Thursday, May 17, 2012
We are on the buildup to election time here in the US, and as it happens, I do think the Progressive democrat view on the economy is wrong. I also think the mainstream Republican ideas on economic fixes are wrong.
I feel this comes from some basic misunderstandings in words, history, and goals.
First- jobs. Jobs has come, in national political terms, to mean *almost exclusively* employment by a large entity capable of (and often required to) provide a secure wage, health care, retirement, vacation, and pay schedule following some metric of "fairness."
I prefer to use other terms. Work, or wealth creation. You have to go back in history for a bit to figure out what we started with, what we ended up with, and what's potentially wrong with it.

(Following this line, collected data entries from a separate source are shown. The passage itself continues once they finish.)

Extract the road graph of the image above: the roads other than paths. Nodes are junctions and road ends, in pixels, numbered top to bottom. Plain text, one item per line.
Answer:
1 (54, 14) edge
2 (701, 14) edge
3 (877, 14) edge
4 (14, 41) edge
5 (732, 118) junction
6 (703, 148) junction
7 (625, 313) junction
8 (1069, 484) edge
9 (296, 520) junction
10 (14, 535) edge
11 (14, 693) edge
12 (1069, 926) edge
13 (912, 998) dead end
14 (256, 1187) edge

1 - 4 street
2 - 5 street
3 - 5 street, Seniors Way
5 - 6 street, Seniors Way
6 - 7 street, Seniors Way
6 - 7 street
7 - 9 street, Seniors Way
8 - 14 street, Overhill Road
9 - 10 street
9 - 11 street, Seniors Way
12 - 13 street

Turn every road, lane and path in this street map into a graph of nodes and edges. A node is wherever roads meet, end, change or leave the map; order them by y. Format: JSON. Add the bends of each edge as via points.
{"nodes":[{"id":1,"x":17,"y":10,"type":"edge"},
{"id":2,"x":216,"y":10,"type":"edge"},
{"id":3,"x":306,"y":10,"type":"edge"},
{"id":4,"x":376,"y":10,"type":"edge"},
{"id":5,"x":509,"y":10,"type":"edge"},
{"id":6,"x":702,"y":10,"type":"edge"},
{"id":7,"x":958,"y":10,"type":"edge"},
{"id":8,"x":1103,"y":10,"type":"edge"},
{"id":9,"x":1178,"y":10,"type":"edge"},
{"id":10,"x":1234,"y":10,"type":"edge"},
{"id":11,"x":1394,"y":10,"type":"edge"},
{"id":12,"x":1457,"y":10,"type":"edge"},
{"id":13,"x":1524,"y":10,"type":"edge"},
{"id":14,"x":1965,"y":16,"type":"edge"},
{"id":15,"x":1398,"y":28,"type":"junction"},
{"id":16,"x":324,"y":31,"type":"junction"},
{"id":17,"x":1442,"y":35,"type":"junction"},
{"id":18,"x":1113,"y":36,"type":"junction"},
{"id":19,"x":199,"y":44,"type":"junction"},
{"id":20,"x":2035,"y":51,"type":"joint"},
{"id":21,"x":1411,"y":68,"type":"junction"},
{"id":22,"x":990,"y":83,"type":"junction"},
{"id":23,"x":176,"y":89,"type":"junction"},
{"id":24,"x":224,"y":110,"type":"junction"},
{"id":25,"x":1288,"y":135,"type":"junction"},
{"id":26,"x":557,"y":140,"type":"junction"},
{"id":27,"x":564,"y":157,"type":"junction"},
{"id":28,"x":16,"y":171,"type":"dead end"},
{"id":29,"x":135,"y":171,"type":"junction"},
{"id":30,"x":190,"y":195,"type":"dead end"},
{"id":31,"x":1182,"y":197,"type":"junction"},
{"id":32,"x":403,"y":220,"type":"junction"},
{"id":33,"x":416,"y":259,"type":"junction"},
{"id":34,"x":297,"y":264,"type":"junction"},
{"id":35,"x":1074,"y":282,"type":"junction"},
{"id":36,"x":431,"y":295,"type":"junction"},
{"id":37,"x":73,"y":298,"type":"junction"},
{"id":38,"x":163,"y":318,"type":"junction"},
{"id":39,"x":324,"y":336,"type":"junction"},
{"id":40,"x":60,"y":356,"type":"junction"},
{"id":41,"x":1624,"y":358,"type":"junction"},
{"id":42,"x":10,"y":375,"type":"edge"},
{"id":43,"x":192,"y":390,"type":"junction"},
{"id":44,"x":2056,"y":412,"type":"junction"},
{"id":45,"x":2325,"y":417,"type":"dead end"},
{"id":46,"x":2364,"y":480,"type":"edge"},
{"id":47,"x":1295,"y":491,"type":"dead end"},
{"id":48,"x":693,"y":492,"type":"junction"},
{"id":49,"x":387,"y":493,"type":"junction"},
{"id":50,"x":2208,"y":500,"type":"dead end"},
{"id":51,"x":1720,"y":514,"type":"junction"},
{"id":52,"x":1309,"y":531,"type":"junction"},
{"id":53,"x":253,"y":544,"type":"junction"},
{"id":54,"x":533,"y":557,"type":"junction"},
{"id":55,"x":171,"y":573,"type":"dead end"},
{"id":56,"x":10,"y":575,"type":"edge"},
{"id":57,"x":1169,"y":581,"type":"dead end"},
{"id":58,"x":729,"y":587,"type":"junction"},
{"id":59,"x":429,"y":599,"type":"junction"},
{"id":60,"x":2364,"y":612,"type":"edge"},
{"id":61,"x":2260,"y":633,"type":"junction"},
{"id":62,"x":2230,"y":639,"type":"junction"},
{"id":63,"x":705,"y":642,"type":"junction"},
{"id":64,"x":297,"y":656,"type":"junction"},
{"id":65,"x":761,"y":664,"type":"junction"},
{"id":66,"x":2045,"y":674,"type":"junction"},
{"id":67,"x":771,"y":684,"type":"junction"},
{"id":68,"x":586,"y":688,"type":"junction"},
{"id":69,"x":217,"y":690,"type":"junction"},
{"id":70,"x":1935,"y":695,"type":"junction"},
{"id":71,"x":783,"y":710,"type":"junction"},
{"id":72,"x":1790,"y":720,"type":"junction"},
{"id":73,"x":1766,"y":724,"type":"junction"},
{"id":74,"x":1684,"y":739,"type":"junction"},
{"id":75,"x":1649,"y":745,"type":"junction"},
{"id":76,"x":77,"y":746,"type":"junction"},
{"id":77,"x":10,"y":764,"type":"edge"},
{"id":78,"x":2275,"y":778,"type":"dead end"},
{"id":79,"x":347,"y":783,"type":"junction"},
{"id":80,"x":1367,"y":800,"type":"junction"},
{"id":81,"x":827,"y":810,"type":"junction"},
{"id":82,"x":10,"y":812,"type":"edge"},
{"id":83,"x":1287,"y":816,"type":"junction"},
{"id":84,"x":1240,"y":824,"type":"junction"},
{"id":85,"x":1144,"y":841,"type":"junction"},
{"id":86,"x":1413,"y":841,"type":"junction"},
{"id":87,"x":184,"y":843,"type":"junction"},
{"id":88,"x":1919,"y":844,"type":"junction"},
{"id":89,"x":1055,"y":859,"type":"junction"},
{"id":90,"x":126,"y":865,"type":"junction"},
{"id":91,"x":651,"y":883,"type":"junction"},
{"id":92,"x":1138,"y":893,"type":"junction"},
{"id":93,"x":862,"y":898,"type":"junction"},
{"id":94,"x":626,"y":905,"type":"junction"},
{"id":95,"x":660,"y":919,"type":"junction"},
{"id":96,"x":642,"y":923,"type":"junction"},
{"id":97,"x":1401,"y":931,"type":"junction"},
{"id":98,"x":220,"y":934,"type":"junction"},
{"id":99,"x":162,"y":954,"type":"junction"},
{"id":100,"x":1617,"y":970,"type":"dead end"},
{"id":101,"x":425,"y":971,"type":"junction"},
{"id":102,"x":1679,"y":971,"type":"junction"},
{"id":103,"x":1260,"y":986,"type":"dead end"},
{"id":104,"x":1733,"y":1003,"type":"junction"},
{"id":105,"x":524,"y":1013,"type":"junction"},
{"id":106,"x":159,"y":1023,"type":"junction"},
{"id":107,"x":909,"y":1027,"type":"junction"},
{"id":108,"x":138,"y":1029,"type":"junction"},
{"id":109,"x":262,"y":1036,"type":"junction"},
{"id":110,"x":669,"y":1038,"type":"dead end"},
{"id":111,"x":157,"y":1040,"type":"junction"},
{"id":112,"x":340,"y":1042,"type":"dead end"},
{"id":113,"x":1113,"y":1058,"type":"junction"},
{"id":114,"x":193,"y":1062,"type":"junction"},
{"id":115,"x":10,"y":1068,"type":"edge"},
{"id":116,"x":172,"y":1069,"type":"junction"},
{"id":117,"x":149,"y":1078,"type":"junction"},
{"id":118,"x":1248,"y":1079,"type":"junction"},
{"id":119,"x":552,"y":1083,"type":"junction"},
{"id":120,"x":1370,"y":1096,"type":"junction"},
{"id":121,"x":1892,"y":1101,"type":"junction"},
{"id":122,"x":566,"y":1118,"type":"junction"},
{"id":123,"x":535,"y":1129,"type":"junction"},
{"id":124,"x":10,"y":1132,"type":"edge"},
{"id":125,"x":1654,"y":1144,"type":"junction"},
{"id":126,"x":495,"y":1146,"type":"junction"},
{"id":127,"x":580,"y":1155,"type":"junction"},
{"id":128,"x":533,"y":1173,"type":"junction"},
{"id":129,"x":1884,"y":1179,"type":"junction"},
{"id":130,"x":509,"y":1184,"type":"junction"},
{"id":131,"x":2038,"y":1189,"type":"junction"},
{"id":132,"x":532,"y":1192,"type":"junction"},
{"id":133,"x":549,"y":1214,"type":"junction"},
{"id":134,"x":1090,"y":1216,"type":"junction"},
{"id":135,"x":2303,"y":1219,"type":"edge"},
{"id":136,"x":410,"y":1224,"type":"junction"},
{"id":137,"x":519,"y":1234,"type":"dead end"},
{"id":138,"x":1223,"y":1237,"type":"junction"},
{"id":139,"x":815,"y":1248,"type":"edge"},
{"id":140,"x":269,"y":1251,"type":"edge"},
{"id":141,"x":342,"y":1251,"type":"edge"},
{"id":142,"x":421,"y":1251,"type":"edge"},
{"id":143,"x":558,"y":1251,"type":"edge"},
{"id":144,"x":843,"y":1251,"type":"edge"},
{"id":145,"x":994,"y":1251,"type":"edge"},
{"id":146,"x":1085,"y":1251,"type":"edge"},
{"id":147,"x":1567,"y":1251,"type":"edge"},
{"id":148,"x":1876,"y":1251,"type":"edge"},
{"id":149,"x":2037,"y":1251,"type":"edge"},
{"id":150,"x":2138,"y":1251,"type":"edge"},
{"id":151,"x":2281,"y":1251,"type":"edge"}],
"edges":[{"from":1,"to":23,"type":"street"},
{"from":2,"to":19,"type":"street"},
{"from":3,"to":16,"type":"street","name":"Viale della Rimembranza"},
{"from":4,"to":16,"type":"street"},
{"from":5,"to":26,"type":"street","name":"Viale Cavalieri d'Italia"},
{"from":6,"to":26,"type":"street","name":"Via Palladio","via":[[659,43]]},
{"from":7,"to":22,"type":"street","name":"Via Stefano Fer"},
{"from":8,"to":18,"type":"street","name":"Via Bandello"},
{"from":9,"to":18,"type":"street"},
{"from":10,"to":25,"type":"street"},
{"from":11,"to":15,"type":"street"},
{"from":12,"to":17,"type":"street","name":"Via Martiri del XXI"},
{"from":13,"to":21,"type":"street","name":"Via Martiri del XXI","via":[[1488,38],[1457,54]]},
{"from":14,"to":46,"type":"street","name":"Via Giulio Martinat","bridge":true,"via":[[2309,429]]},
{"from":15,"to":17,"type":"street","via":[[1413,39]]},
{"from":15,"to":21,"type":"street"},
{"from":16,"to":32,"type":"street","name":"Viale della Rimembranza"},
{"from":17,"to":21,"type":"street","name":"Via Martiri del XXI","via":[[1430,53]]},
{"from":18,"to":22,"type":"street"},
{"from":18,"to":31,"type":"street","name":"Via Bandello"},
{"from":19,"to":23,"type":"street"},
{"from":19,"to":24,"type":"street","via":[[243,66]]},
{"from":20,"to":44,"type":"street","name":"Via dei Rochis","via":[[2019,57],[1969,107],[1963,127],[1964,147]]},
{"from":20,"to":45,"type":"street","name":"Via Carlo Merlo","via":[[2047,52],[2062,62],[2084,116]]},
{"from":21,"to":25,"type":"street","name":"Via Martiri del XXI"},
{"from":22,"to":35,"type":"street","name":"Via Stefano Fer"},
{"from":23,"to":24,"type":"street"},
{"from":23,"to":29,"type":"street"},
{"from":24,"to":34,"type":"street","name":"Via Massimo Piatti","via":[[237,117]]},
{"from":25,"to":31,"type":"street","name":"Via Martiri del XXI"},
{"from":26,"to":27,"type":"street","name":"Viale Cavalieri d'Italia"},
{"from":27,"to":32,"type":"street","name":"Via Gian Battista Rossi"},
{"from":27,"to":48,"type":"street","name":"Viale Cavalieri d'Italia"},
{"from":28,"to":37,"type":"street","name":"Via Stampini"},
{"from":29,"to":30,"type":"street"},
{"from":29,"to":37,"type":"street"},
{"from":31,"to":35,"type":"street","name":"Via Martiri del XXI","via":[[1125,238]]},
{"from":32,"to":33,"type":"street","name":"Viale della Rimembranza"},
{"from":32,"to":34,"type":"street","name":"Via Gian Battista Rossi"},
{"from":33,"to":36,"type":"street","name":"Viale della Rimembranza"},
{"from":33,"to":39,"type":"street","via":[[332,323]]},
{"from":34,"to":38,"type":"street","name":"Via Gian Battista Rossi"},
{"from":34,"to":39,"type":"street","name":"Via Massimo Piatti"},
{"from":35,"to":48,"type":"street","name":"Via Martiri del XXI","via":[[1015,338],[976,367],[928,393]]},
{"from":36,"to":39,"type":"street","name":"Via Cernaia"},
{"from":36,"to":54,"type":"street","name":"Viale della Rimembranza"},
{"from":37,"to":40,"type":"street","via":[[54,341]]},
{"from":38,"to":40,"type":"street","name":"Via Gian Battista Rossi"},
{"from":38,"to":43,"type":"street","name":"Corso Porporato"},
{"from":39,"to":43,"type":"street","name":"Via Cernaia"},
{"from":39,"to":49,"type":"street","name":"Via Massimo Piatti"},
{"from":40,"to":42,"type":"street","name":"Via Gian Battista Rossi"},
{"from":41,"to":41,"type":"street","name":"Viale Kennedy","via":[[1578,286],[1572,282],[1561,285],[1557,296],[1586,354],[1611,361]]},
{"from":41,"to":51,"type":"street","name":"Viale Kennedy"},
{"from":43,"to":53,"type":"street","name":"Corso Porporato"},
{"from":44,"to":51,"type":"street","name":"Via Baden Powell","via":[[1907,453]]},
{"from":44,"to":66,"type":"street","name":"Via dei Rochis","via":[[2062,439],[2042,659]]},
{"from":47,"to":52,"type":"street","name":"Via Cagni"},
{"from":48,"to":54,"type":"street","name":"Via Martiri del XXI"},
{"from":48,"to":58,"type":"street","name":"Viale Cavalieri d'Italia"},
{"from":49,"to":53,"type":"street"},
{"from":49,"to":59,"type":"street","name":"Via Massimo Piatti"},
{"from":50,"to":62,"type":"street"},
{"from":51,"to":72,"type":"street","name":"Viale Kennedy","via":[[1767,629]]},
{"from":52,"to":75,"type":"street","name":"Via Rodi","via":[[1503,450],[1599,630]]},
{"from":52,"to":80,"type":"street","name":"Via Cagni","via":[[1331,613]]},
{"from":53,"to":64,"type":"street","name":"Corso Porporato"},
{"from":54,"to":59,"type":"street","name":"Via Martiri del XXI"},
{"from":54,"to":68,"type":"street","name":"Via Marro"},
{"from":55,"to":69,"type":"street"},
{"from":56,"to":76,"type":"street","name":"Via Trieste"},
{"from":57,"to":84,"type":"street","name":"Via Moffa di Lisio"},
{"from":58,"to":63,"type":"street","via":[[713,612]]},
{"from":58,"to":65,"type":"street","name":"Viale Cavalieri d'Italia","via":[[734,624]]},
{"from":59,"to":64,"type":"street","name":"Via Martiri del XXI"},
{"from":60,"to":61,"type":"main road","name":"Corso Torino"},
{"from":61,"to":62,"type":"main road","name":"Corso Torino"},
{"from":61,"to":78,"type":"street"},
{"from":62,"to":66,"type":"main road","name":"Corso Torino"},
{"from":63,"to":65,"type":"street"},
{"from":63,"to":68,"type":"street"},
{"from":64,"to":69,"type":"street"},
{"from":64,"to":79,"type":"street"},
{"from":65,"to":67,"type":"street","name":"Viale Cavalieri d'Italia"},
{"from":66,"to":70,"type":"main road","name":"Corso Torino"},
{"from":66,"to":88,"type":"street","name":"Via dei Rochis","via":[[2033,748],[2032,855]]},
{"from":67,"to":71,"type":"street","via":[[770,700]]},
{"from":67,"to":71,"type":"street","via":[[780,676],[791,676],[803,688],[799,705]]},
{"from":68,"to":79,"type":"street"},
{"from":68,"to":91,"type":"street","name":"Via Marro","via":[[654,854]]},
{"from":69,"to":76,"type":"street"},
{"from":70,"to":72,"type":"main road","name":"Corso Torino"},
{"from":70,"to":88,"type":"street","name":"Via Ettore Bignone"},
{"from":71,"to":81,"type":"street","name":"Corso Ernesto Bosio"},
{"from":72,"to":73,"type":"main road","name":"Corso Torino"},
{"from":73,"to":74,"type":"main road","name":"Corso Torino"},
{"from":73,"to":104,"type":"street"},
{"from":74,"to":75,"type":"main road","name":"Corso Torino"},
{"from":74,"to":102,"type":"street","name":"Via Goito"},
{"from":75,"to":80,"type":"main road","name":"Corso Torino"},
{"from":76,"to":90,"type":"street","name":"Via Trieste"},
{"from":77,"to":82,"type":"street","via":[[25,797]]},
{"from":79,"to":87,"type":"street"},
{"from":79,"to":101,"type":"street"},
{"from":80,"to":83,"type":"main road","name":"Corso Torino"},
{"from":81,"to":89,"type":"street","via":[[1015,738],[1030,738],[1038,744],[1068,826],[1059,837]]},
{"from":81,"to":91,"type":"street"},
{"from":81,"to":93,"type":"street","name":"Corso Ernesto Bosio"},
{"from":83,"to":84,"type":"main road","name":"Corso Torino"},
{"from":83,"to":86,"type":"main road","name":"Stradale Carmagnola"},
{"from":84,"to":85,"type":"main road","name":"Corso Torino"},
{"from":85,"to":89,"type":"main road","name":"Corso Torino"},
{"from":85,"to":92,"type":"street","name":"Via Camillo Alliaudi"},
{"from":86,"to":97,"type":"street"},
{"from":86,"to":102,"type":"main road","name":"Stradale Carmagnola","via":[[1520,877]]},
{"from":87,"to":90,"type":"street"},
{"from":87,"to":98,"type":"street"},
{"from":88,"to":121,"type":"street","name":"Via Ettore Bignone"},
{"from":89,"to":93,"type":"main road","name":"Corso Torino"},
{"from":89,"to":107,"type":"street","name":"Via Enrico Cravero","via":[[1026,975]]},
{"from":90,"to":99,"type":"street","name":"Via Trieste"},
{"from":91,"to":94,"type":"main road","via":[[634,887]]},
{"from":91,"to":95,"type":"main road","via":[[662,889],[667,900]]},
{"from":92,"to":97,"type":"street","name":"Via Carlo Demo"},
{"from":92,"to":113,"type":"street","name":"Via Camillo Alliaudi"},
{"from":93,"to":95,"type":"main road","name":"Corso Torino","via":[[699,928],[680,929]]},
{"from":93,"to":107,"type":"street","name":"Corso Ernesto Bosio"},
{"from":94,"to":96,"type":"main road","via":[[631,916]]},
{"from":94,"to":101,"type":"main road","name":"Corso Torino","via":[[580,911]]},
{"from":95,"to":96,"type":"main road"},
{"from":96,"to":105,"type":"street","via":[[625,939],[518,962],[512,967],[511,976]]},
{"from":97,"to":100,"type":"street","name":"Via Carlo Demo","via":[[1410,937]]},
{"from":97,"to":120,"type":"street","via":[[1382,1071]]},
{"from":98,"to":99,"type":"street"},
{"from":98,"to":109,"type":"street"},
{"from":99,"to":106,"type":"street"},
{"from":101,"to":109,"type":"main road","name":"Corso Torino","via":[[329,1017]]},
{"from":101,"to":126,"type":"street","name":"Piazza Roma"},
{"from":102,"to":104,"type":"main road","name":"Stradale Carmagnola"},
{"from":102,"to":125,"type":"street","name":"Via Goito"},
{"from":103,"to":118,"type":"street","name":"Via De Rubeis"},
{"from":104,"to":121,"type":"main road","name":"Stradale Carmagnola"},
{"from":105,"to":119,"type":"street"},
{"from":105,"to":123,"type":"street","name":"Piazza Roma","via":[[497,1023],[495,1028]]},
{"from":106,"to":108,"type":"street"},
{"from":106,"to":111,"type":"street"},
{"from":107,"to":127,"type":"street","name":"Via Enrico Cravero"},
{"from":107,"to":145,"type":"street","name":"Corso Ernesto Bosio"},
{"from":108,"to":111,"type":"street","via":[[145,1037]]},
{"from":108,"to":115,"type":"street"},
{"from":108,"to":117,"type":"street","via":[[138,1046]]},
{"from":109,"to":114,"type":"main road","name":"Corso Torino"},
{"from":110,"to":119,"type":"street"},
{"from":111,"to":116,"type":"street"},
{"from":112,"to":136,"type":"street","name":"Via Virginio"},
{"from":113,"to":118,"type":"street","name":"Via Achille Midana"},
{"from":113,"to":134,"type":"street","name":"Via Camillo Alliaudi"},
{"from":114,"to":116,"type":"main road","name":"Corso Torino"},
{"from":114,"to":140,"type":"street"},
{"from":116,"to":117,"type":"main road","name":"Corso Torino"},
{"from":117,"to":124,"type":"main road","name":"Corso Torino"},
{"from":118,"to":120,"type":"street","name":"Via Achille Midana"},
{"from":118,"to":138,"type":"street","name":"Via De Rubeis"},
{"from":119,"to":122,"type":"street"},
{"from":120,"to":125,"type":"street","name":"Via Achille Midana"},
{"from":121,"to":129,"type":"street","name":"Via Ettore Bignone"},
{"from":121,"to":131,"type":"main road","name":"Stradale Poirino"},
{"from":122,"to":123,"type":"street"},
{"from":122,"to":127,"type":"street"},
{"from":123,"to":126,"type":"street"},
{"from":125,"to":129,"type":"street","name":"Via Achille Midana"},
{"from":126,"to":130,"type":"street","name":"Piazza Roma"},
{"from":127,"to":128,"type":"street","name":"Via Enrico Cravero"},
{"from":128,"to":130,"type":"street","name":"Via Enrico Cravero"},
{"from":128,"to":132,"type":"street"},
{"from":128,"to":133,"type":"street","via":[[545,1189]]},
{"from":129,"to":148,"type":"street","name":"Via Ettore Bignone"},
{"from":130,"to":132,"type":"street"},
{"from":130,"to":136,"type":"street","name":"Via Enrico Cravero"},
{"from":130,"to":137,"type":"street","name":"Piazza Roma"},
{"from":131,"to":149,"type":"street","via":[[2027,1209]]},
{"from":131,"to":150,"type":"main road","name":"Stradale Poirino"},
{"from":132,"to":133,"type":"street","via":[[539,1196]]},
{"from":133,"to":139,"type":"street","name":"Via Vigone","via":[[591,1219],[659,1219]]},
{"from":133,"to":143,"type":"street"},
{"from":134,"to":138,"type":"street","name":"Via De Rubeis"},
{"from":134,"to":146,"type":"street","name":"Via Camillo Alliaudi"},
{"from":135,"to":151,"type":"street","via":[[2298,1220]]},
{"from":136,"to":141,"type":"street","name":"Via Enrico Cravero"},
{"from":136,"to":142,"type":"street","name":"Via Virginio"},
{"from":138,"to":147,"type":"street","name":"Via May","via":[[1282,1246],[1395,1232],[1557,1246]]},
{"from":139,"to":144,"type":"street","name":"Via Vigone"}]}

Originally, job in the sense we are looking for meant a temporary or set piece of work, or to let out for hire for a specific task.
Our earlier American economic model was based around some central points- the yeoman (independent) farmer- the journeyman jobber, the master craftsman. While many people worked for another for their whole lives, the idea was that one had the ability to build skills, move employment, create wealth, and have an adequate opportunity to go independent.
We have, yes, always had "cradle to grave" employment with a given family or individual in some instances. But the Industrial Age idea of career employment and retirement as a... right, guarantee, ideal- this has changed some views.
A couple years ago I asked a friend who was having a hard time finding a "job" if she wanted a job or wanted to make money. It really was a definite reframing for her, and she's now a rapidly developing sheath artist. At this point, it's more or less up to her to make an adequate amount of money through effort, advertising, and service- the market is out there.
This points out a key shift- from "initiative" to "dependence" - and I use the terms very loosely. These two words have meanings that are incorrect, but are useful for the moment.
I see the progressive side of the democratic party as attempting to ensure fair *results*- and dependency.
I see the mainstream republican party as trying to fix the economy by increasing the power and profit potential of large corporations- again, dependency.
I have, in the past, gone into the history of corporations in the US and how and why the idea of a corporation now is so different from the idea of a corporation in the late 18th century. They are very different.
Second - goals.
The goal, as I see it, is to increase the ability of the *citizens* to *generate* prosperity. That requires an environment allowing, protecting, and encouraging independent action, work (which doesn't necessarily mean corporate employment), to innovate and generate wealth.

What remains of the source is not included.